Given the distance of K = 3, the algorithm will then have to go through the distance of K at 1, 2 and 3 i.e. K = [1,2,3]. You can use a sorting algorithm to values with the closest distances. Thus this can be done in O(logK) time. With the distances, the votes of the classes and corresponding classes can then be stored such that {dist1: class1, class2, ...} or [(dist1, class1),(dist2,class2),...] and {class1: num_class1, class2: num_class2, ...} once the K-nearest Neighbours has been collected. You pick the class with the highest votes. 

### Breaking Ties
- Take argmax of votes 
- Pick one at random
- Weight by distance to neight (more difficult)

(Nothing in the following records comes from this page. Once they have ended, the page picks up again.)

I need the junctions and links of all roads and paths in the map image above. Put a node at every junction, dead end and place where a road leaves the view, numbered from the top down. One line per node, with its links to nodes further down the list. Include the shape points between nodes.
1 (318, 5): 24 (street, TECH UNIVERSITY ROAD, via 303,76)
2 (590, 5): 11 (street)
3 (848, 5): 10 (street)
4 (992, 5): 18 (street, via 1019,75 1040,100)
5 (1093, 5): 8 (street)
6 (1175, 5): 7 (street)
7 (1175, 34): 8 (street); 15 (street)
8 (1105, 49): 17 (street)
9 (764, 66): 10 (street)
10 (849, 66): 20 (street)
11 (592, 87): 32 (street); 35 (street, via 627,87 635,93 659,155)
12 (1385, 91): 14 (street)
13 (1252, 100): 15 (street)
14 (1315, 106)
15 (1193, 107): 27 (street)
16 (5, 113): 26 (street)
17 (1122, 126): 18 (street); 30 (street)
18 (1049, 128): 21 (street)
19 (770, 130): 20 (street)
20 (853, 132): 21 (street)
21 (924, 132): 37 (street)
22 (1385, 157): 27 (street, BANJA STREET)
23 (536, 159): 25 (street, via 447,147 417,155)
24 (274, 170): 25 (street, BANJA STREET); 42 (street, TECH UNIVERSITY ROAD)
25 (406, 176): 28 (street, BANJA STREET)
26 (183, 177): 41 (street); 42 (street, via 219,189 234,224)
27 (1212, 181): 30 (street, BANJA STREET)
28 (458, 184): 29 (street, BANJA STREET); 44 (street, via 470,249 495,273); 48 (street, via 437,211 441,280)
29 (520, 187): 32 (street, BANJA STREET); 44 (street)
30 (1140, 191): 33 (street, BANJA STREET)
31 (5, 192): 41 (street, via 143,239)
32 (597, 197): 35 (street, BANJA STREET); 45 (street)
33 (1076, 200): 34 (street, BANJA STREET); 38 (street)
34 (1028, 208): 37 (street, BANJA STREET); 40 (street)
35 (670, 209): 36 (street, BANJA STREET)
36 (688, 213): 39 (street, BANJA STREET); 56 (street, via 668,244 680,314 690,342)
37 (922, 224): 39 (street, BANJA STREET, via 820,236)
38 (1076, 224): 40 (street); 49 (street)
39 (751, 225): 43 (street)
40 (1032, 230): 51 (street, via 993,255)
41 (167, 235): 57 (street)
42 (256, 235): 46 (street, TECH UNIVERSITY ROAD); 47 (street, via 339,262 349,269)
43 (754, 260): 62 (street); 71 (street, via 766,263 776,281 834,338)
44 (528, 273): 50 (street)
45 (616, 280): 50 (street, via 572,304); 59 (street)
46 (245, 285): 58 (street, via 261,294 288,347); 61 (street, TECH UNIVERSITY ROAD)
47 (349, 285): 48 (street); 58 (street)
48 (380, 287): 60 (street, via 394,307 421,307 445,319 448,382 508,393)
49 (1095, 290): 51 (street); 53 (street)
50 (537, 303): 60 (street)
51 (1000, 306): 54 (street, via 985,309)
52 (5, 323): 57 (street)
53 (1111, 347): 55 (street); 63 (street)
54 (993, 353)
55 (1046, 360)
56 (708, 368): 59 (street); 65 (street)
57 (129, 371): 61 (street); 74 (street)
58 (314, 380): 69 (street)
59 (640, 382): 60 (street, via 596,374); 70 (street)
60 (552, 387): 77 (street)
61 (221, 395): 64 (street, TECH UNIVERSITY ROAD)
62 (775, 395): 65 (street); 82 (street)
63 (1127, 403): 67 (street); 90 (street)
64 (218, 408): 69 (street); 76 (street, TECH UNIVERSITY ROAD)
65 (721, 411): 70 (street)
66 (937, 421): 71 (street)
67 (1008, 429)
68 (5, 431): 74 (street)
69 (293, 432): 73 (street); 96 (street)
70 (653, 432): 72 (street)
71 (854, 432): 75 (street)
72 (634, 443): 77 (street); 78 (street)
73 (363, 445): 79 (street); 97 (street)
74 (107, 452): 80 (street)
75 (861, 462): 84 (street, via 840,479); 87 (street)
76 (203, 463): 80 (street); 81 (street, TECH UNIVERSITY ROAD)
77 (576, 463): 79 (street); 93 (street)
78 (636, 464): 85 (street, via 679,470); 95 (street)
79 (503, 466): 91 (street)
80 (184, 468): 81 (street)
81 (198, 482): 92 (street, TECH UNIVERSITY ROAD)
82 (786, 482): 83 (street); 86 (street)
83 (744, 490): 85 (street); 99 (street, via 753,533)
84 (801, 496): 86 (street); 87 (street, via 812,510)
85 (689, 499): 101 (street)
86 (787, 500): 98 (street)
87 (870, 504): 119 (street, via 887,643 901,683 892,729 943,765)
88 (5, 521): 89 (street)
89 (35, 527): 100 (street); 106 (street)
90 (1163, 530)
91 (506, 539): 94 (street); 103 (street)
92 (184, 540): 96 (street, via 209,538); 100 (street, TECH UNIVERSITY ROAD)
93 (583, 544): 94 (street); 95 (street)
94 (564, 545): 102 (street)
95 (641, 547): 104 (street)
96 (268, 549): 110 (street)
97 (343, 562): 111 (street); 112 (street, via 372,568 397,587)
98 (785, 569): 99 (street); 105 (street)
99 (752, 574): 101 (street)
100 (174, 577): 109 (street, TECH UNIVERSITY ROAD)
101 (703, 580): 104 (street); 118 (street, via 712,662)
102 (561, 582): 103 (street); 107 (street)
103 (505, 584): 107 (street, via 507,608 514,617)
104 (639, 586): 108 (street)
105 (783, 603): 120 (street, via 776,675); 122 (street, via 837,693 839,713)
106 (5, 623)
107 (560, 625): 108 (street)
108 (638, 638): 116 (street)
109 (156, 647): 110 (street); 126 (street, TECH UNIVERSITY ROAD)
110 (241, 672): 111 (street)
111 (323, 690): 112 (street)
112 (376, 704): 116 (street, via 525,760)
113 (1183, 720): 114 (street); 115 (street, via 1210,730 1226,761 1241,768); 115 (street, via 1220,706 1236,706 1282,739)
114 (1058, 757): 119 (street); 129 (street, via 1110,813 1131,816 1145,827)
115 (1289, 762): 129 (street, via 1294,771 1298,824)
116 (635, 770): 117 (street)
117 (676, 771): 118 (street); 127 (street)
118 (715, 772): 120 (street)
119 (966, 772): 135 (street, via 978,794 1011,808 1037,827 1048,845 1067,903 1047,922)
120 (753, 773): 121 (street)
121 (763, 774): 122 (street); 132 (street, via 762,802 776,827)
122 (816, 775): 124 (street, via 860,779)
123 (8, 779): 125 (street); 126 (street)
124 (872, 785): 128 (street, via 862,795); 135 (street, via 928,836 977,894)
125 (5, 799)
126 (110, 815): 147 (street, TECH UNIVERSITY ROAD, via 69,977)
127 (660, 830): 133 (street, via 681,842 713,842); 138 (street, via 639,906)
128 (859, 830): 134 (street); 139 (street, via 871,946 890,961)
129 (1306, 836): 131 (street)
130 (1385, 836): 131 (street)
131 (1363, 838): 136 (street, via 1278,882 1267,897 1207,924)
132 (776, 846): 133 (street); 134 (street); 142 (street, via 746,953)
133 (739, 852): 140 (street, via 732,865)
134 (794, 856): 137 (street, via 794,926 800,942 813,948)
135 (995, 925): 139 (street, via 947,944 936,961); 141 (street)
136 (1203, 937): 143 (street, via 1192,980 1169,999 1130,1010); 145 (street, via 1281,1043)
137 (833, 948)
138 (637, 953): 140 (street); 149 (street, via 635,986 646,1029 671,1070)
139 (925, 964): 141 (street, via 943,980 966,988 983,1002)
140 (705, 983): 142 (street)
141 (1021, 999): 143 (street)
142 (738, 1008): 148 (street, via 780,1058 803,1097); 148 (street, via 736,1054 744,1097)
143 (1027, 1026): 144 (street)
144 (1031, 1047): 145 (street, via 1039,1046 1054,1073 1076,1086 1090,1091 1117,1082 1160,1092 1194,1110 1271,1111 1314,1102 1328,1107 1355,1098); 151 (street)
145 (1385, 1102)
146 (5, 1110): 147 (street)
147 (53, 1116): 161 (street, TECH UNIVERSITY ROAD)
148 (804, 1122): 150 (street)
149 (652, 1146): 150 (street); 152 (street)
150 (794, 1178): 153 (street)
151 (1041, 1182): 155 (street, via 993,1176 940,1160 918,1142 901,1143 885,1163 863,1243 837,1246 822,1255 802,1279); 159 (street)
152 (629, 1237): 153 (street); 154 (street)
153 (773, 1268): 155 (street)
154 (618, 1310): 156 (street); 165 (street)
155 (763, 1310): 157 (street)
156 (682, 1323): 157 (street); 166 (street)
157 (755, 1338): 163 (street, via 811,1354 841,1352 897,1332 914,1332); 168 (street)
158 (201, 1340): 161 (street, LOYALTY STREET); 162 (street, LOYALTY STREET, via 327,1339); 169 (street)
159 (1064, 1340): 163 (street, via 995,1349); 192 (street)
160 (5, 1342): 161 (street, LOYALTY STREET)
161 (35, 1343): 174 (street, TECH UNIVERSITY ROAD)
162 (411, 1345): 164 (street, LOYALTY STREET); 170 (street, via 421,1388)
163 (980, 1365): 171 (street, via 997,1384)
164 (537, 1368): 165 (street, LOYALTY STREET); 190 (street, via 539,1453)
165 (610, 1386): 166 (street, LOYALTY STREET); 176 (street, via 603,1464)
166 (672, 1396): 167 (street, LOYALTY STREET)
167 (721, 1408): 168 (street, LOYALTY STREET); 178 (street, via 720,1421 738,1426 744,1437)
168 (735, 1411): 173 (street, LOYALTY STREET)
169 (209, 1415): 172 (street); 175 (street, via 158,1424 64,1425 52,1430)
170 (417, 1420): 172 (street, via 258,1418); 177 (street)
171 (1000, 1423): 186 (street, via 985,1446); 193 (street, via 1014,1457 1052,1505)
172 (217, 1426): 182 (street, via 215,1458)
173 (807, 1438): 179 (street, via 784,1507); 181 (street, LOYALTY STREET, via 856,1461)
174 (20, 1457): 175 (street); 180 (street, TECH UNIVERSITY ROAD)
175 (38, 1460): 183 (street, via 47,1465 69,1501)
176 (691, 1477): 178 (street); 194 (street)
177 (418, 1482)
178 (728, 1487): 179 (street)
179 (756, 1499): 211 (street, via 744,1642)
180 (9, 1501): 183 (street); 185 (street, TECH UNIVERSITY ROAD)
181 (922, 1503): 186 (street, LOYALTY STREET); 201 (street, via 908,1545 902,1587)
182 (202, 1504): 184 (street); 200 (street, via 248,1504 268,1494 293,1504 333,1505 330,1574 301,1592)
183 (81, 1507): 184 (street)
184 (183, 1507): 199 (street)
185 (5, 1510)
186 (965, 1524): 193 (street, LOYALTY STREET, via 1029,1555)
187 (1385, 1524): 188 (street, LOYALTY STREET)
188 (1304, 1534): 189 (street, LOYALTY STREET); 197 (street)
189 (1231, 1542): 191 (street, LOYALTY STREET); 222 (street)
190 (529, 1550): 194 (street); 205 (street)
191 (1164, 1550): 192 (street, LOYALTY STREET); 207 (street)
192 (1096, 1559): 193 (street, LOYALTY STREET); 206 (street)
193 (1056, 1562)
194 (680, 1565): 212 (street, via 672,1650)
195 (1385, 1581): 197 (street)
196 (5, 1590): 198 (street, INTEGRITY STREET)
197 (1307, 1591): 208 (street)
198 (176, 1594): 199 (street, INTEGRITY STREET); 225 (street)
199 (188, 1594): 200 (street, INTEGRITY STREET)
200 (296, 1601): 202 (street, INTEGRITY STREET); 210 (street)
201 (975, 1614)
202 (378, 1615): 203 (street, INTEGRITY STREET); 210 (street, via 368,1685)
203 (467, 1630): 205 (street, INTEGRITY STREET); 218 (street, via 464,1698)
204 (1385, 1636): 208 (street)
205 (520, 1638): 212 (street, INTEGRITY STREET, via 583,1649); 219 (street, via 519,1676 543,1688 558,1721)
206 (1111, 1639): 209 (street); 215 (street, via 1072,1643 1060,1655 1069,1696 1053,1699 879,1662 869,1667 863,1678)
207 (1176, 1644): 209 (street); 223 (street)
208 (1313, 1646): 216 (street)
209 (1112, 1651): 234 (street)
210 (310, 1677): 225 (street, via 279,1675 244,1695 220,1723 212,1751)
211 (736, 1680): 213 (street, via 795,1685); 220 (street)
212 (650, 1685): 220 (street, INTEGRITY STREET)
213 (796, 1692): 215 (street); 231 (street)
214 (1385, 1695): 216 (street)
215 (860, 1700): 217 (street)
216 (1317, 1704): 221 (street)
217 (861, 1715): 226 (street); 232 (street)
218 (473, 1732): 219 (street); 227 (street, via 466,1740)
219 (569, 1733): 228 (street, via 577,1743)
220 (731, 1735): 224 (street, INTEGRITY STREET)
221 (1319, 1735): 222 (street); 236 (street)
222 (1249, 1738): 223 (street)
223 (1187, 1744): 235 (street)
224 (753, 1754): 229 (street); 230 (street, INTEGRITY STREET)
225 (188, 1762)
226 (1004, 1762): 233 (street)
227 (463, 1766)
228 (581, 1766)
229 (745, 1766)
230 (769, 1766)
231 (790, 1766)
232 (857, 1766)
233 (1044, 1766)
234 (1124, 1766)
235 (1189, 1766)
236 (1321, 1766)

KNN is a lazy classifier as training doesn't do anything but store the values of X and use them to infer Y. predict(X) does all the work by looking through the stored X and Y


## Implementation


In [None]:
import numpy as np
from sortedcontainers import SortedList

# importing from the util.py file to get the preprocessed data from the mnist folder
from util import get_mnist_data
from datetime import datetime

class KNN(object):
    def __init__(self,k):
        self.k = k
        
    # rmb the KNN is lazy so only stores X and y in training
    def fit(self, X,Y):
        self.X = X
        self.y = Y
        
    # the predict function only takes in the X value and uses it to infer the Y value    
    def predict(self, X):
        y = np.zeros(len(X))
        for i, x in enumerate(X):
            sl = SortedList(load=self.k) 
            for j, xt in enumerate(self.X): # where j is the
                diff = x - xt
                d = diff.dot(diff)
                

In the SortedList function, the load parameter defines how large the sorted list should be. The following for loop goes through all the training points for each input test point to find the nearest neighbours. Where j is the index and xt is the training point.  
d is the square distance of the difference